_Task to complete_:
Your result will be the set of lines with "Сибирский", copied from the material below.

_Data supplied_:
######
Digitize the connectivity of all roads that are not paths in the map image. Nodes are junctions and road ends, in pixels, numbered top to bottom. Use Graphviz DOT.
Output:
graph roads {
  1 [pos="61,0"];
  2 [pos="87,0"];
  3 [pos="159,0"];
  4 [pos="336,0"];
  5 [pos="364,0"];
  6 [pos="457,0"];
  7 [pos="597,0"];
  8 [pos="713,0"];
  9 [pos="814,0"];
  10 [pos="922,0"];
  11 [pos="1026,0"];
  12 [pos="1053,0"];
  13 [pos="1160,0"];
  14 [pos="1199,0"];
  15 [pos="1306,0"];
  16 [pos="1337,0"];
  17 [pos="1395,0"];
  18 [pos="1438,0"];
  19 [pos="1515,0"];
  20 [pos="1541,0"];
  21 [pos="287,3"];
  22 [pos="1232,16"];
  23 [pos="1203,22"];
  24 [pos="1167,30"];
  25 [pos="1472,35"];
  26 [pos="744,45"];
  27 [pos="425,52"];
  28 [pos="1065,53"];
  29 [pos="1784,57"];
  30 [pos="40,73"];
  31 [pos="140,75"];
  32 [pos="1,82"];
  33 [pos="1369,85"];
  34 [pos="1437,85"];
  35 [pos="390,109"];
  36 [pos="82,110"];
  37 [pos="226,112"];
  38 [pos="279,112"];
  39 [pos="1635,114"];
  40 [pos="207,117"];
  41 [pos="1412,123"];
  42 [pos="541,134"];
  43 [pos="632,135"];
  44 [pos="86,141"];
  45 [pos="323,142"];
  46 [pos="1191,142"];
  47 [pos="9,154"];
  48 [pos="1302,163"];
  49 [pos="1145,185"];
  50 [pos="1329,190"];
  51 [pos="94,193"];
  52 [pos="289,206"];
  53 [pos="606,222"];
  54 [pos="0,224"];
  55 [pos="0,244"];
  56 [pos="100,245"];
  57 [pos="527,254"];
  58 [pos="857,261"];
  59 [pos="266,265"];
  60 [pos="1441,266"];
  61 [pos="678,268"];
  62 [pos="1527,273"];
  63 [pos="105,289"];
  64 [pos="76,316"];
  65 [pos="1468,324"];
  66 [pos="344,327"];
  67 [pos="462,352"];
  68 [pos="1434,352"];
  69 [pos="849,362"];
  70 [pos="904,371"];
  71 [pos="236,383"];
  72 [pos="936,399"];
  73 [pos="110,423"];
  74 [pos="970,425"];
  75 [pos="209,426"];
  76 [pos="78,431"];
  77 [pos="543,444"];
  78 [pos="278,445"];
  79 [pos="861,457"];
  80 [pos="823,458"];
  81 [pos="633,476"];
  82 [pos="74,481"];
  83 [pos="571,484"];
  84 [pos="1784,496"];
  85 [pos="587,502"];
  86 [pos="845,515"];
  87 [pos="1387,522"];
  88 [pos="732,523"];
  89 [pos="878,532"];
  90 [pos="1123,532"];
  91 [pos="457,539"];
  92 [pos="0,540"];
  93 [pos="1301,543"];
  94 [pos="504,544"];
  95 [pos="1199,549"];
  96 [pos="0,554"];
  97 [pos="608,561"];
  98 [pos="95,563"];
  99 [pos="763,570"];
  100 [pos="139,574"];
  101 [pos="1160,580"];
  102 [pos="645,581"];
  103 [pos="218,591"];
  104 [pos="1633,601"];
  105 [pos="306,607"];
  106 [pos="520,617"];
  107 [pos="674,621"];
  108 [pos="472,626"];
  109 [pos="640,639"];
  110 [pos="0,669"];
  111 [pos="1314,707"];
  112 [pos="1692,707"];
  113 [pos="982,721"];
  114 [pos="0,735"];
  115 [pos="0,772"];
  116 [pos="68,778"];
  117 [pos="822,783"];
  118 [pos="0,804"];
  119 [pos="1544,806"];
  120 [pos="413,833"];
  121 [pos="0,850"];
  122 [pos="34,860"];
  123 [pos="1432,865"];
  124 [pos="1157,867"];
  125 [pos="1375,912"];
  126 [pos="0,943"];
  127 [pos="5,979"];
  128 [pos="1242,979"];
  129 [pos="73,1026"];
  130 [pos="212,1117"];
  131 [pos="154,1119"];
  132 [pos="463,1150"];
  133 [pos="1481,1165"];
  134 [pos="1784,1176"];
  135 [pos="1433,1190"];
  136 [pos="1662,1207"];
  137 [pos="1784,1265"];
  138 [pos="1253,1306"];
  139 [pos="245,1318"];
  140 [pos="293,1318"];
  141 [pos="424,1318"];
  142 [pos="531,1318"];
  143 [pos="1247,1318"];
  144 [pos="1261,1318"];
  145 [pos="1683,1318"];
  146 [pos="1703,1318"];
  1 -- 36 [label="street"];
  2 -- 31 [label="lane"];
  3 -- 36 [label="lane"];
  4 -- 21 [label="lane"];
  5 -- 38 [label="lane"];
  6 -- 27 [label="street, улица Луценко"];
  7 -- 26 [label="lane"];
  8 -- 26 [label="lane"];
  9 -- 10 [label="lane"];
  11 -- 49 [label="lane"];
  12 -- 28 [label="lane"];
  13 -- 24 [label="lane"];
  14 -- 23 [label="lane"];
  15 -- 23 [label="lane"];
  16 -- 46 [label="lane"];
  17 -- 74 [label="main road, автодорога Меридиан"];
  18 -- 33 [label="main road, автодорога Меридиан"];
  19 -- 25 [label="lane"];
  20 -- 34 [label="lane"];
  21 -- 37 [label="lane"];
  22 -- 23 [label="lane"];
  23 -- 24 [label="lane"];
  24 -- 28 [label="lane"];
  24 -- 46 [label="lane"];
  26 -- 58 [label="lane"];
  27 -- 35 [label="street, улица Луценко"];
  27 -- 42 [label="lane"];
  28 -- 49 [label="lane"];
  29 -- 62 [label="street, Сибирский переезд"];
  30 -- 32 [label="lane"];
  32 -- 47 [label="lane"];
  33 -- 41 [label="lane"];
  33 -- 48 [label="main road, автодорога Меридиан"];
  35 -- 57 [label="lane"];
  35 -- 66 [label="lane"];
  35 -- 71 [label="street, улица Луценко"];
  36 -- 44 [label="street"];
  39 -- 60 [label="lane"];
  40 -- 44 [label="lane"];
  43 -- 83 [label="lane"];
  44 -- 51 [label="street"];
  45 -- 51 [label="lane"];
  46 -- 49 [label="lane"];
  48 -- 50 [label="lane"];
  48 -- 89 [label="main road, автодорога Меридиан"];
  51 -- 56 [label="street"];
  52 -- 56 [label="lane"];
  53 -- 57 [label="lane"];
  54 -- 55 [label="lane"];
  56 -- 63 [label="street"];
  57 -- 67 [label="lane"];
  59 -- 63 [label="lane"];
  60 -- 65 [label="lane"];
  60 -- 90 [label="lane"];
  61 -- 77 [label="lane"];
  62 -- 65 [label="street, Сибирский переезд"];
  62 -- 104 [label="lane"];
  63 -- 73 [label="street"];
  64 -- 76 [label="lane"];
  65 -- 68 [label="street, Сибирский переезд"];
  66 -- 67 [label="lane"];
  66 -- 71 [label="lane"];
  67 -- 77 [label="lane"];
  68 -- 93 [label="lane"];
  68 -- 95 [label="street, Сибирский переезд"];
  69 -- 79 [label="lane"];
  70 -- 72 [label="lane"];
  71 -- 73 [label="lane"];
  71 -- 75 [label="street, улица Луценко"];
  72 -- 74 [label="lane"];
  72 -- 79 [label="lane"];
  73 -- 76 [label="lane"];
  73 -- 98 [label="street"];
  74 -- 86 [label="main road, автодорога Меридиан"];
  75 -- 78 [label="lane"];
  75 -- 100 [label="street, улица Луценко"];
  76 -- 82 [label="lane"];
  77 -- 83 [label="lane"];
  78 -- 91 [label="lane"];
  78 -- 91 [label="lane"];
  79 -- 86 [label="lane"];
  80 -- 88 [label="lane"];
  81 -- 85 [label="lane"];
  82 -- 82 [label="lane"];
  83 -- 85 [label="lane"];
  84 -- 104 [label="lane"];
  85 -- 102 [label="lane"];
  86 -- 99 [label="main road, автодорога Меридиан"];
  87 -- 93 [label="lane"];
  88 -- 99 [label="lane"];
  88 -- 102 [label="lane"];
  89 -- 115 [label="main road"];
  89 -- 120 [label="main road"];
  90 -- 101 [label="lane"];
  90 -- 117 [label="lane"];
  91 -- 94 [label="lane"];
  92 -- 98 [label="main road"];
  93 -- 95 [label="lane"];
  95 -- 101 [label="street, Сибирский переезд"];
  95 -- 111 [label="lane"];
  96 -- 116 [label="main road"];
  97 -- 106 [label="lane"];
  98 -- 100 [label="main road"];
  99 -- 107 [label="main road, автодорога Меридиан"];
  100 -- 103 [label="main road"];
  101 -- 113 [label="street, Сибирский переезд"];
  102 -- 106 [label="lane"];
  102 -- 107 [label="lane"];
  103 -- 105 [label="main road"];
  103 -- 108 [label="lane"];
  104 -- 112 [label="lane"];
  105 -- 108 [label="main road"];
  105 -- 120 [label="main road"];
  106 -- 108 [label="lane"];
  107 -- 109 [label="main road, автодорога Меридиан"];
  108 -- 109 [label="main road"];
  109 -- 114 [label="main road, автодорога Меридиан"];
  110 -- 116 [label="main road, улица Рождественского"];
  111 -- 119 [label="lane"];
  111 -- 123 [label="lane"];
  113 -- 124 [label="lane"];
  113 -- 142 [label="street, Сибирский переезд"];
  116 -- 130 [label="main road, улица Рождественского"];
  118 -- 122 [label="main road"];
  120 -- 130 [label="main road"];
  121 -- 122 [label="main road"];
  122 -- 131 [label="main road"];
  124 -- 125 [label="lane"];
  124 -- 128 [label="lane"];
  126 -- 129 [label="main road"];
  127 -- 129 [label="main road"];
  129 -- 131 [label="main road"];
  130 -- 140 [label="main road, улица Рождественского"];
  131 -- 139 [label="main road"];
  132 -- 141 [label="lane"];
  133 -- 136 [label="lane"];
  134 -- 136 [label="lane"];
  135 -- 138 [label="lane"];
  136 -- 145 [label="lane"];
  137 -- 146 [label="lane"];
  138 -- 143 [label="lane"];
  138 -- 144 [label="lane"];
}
######
_Result of the exercise_:
  29 -- 62 [label="street, Сибирский переезд"];
  62 -- 65 [label="street, Сибирский переезд"];
  65 -- 68 [label="street, Сибирский переезд"];
  68 -- 95 [label="street, Сибирский переезд"];
  95 -- 101 [label="street, Сибирский переезд"];
  101 -- 113 [label="street, Сибирский переезд"];
  113 -- 142 [label="street, Сибирский переезд"];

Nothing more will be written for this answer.